In the run-up to the election, the reopening or the re-emergence of the famous ruggerite’s alleged murder case created quite a stir in our scandal-driven and rumour-mongering society. I wrote at the time that be it happenstance or coincidence that lay behind the circumstances of the case’s re-entry into the spotlight, the deliberate pursuit of its particulars for political gain demonstrably constituted propaganda that was used by “both sides” for partisan nous and electoral leverage. One <savvy marketer> in my circles who knows a <smart media personality> who is close to a <strategic politician> derided me for being prudish and unnecessarily proper in decrying what she called “a good marketing gimmick”. Hope she is wrong. Trust that the government of the day, pursuivant in principle of the promises it made, will not rest lest too lightly on its laurels for justice to be denied any longer by juridical investigations delayed. Whether a correspondingly similar eagerness will be shown in reopening or reordering the expedition of a panoply of pending cases on the backburner will be an acid test of this government’s credibility and sincerity.
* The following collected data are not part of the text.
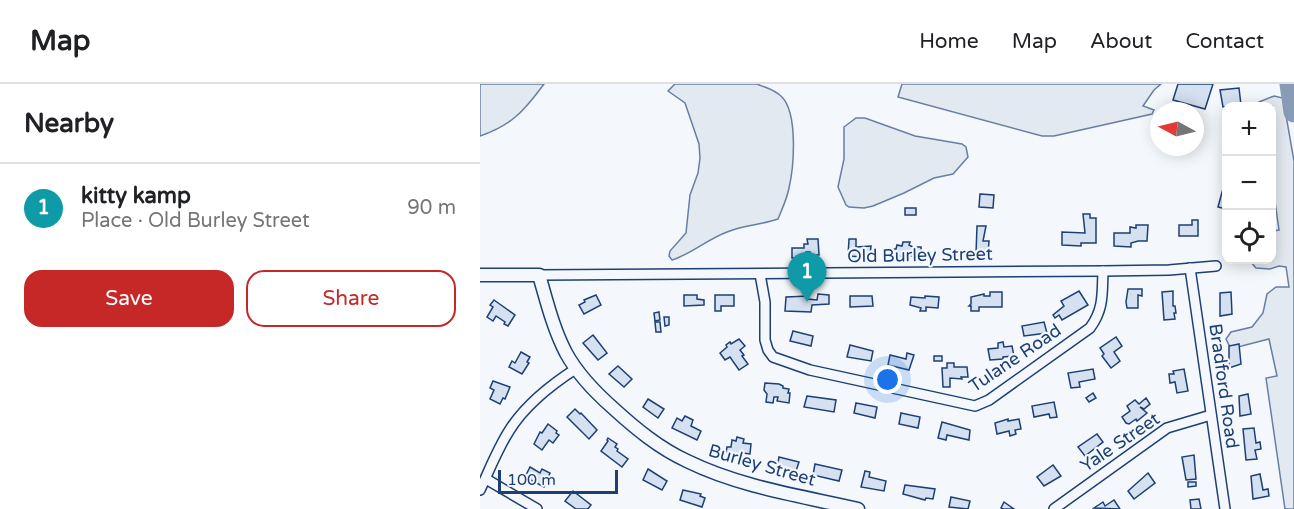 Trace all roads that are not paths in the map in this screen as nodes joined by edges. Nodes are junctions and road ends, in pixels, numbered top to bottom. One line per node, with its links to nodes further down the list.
1 (1216, 266): 2 (street, Old Burley Street)
2 (1190, 268): 3 (street, Old Burley Street); 8 (street, Bradford Road)
3 (1103, 272): 4 (street, Old Burley Street); 4 (street, Tulane Road)
4 (760, 274): 6 (street, Old Burley Street)
5 (480, 275): 6 (main road, Old Burley Street)
6 (539, 275): 7 (main road, Burley Street)
7 (577, 368): 9 (street); 12 (main road, Burley Street)
8 (1211, 415): 13 (street, Yale Street); 14 (street, Bradford Road)
9 (486, 479): 10 (street); 11 (street)
10 (480, 490)
11 (537, 509)
12 (858, 509)
13 (1054, 509)
14 (1225, 509) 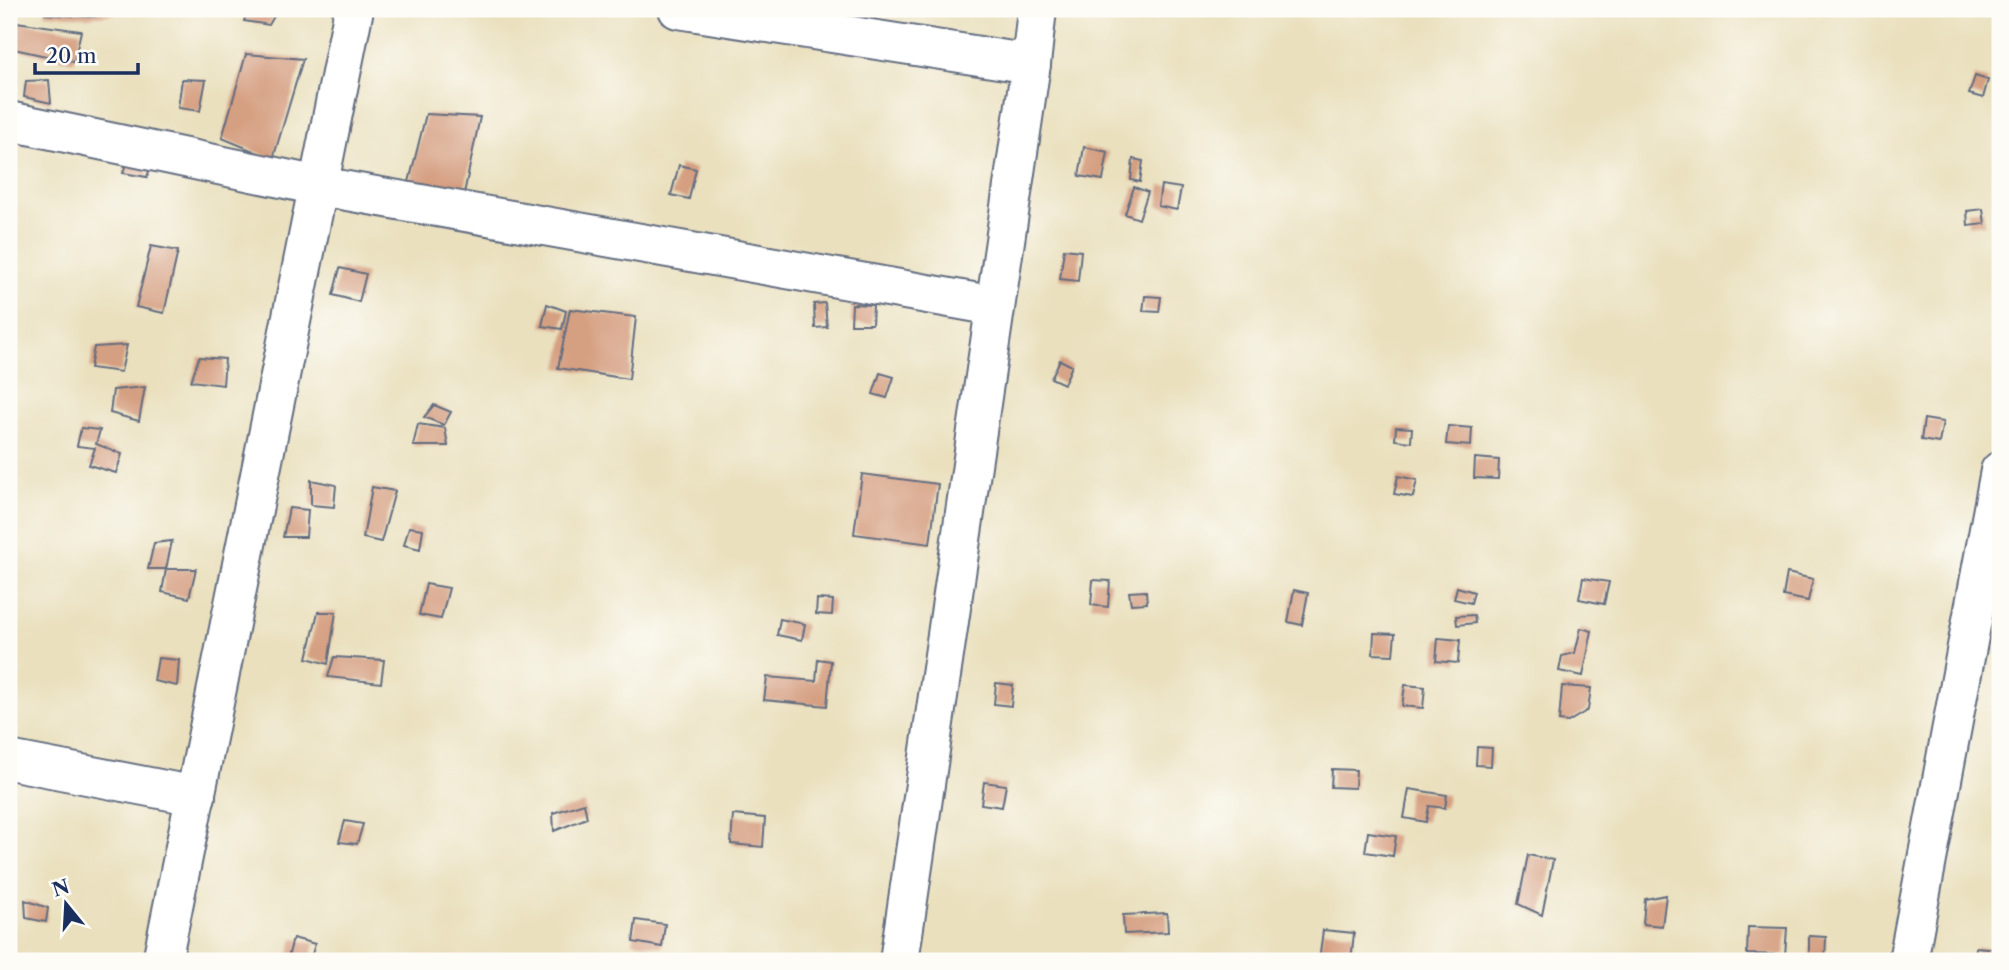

Will the manhandlers and murderers of outspoken editors and outrageous cartoonists be brought to book? How far back will government choose to go, how deep will it choose to dig? Would the law’s delays and procedural obstacles continue to obfuscate the truth and frustrate family and friends who yearn for justice with peace to be done?
Government’s exam is over. Good governance’s ongoing test is about to begin. We wish it well. It deserves every break it can get. We (well most of us anyway, and certainly almost all of us who are reading this journal right now) got the government we deserve – and/or think we deserve. We could do with a break from business and politics as usual, too.